Etudier ou prendre les armes

Publié le par Ether

                      



Comment faire pour se cultiver et apprendre dans un pays en guerre? Portrait de Raïssa, tchétchène, et résistante armée de cahiers et de livres

« A l' université, on y allait pour ne pas rester à la maison. Pour ne pas devenir dépressifs, et pour nous prouver que nous avions toujours une place dans le monde. » Raïssa, 27 ans, originaire de Grozny, explique le quotidien d'un étudiant dans cette ville de Tchétchénie. Ce petit bout de femme est venu étudier en France grâce à une association, « Etudes Sans Frontières ». Elle est grande et souriante, avec de longs cheveux attachés très haut en queue de cheval. Elle ne diffère guère, dans son jean noir et son pull à col roulé, de n'importe quelle autre étudiante de la Cité Universitaire.
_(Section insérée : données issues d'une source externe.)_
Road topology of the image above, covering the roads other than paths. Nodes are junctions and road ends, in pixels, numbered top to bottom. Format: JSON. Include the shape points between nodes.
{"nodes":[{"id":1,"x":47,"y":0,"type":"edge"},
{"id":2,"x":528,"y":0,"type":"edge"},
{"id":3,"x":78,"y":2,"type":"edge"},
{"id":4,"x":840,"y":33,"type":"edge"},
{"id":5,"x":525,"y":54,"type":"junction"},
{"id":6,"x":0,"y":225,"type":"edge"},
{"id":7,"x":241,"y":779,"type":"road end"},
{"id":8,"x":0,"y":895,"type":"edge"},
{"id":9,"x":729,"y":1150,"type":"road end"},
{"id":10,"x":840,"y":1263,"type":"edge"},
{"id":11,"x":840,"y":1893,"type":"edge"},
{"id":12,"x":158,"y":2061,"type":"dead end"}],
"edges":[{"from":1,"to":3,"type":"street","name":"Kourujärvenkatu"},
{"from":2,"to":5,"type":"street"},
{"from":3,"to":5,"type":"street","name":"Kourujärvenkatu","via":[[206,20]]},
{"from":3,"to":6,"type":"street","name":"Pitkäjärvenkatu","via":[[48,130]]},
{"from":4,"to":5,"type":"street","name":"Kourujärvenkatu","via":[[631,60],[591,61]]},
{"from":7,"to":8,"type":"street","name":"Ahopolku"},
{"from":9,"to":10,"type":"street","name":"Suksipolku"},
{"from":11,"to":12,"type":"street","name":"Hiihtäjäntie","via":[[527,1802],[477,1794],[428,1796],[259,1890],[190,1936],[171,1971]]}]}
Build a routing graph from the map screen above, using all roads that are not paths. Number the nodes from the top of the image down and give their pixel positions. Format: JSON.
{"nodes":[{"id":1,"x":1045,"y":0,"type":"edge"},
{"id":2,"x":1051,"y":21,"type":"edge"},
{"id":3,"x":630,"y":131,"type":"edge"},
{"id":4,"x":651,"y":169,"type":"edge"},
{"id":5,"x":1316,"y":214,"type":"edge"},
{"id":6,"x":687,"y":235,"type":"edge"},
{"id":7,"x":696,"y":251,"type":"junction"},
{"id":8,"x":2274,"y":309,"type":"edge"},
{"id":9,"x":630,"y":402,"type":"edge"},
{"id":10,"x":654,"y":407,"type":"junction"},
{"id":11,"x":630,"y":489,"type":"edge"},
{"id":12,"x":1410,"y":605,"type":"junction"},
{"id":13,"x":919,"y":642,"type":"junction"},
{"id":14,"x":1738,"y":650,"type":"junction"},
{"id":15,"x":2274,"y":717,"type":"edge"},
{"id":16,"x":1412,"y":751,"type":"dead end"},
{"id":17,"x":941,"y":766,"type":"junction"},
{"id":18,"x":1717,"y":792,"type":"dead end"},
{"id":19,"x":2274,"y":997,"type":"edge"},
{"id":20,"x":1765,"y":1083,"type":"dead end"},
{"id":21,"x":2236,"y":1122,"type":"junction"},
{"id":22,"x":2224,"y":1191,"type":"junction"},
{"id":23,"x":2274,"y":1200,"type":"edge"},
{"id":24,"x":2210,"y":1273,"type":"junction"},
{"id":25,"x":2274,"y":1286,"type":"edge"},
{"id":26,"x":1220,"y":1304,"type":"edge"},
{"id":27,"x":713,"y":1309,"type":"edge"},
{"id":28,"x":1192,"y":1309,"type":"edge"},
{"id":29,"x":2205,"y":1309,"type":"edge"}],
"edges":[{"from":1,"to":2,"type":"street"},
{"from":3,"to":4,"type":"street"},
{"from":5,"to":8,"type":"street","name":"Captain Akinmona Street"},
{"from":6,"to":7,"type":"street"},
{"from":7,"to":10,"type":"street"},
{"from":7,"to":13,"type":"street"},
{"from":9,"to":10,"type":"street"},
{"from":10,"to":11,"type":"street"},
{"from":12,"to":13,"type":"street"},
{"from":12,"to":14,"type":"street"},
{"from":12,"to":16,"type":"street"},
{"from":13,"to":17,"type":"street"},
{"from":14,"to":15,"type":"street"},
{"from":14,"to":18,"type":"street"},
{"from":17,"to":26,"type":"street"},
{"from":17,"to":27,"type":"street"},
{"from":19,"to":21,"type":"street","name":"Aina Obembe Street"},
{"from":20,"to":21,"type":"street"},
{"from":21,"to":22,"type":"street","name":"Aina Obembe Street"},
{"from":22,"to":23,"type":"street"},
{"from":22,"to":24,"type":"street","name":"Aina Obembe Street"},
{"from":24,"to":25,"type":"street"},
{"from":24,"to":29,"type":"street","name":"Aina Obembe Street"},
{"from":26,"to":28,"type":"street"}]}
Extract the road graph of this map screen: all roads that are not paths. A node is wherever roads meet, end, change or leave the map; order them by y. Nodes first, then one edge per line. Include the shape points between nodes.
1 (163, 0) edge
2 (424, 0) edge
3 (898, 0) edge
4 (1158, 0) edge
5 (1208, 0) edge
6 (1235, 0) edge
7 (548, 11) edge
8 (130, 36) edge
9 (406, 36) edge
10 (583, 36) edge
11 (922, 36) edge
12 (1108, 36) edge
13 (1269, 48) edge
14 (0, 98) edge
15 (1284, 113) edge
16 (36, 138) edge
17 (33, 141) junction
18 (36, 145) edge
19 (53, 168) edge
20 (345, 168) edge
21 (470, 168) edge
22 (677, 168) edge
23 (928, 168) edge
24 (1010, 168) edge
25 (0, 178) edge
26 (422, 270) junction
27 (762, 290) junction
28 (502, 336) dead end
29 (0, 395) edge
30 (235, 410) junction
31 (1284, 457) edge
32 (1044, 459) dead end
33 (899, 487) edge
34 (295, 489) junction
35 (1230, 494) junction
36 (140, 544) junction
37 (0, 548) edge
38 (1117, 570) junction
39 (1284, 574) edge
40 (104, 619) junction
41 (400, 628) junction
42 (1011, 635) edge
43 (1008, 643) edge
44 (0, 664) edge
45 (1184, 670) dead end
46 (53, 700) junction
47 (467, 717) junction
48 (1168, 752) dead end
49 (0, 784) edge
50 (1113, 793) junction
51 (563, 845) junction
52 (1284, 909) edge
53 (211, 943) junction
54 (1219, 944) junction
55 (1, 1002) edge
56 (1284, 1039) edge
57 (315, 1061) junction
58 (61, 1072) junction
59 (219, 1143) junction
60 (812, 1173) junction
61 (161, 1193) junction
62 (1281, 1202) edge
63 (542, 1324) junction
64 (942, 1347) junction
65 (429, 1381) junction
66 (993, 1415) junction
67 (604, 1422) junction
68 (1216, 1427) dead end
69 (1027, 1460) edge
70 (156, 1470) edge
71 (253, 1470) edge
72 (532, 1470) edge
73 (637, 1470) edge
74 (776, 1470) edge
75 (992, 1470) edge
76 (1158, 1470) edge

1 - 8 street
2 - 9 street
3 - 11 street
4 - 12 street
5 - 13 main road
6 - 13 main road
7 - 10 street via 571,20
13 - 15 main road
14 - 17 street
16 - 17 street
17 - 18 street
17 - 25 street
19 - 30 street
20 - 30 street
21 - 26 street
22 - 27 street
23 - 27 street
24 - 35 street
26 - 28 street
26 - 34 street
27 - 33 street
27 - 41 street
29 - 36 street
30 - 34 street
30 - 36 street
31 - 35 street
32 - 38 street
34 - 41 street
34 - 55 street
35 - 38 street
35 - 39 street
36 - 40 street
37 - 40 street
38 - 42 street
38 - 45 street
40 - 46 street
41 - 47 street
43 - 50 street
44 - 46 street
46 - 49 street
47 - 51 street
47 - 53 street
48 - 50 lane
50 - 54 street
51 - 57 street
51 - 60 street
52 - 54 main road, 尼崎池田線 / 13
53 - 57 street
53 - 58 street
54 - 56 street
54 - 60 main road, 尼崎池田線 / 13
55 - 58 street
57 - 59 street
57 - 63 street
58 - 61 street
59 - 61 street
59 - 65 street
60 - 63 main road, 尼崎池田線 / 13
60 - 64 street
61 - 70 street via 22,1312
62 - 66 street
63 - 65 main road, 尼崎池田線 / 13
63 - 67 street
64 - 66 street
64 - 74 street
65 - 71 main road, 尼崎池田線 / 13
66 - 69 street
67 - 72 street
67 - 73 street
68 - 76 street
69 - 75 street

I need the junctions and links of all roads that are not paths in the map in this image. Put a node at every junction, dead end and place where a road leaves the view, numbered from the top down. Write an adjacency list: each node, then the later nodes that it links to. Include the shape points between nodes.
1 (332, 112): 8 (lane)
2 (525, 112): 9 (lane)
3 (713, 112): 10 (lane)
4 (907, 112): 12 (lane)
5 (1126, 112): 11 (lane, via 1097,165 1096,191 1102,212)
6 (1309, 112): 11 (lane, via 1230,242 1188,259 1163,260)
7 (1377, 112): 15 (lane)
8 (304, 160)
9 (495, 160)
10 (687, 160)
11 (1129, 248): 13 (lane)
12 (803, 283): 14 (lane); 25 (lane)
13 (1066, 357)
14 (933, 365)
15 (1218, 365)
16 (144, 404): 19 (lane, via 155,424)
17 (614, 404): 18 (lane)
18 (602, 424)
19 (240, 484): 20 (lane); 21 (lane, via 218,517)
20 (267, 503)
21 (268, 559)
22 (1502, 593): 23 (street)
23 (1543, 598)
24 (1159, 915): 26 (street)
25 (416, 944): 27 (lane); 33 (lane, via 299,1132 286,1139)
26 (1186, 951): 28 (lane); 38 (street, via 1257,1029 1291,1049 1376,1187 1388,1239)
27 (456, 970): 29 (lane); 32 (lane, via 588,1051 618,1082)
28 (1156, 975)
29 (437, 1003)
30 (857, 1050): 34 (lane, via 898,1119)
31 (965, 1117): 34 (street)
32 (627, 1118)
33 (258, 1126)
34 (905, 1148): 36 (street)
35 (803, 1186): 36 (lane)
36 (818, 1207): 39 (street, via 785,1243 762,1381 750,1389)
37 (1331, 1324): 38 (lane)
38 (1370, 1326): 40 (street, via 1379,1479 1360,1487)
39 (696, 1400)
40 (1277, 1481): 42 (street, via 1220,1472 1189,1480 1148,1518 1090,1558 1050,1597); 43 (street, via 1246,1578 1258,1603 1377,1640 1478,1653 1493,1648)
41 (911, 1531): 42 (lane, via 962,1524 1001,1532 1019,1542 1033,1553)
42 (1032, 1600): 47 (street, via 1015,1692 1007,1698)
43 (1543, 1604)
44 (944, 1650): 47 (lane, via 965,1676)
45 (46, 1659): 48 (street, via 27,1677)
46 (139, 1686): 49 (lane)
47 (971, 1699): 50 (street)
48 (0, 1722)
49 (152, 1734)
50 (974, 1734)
C'est là qu' elle nous accueille, dans sa jolie chambrette tout en bois, qu'elle partage avec une autre fille de l'association. « J'adore ma chambre, je m'y sens vraiment bien. Ici c'est la fondation Deutsch de la Meurthe, c'est la plus ancienne bâtisse de la Cité U, il y a même des tournages parfois ! » nous dit-elle fièrement. Aux murs, un poster relatant l'histoire de l'Union Européenne, et des photos de sa famille. Dans sa bibliothèque, quelques livres de français, un Balzac et plusieurs Harry Potter côtoyent un Boulgakov. S’y ajoutent les oeuvres complètes d'Albert Londres, fameux reporter du XIXè siècle, car Raïssa est étudiante au Centre de Formation des Journalistes (CFJ).

Raïssa a voulu exercer ce métier grâce à une rencontre avec des reporters français. «  C'est à cause des risques qu'ils prennent pour dire la vérité, cela m'a touché. » Pendant la deuxième guerre, elle écoutait, tapie au fond de sa cave, Liberty life, une radio tchèque. « Cela me réconfortait énormément. ». C'était en 1999, quelques semaines après le début de la deuxième guerre, qui l'obligea à interrompre sa deuxième année de Français.

Une menace perpétuelle

Un an plus tard, Raïssa revient à l'université pour continuer ses études, mais les conditions matérielles sont catastrophiques. « La ville était complètement détruite, il n'y avait que des ruines, des arbres déchiquetés. Pour aller à l'université, il nous fallait deux heures, car des soldats russes nous arrêtaient tout au long du chemin. Les salles de classe n' avaient ni portes, ni électricité, ni chauffage, et on manquait vraiment de professeurs. On faisait du feu avec du bois… » En plus de cette vie rustique, Raïssa doit aussi affronter la menace perpétuelle des bombardements et des enlèvements. « Les roquettes, les disparitions, toutes ces choses étaient devenues presque ‘normales’. »

Mais la vie continue, coûte que coûte, et Raïssa ne perd jamais le moral. « Nous avons beaucoup ri aussi. Et on séchait les cours qui nous ennuyaient! ». Etudier devient une façon de ne pas se laisser abattre, de résister à sa manière. « Certains de mes amis, qui sont restés entre quatre murs, ont perdu le goût de la vie à force de ne rien faire. L'absence d'éducation, de culture les a desséchés. Alors, ils mettaient une ceinture d'explosifs autour de la taille, et voilà. ».

Raïssa, quant à elle, a choisi une autre voie que la violence. Sous sa douceur se cache une grande pugnacité. « Je suis contente d'avoir vécu cette guerre sans perdre ma joie de vivre et ma force d'avancer. ». A n’en pas douter, Raïssa a un bel avenir devant elle.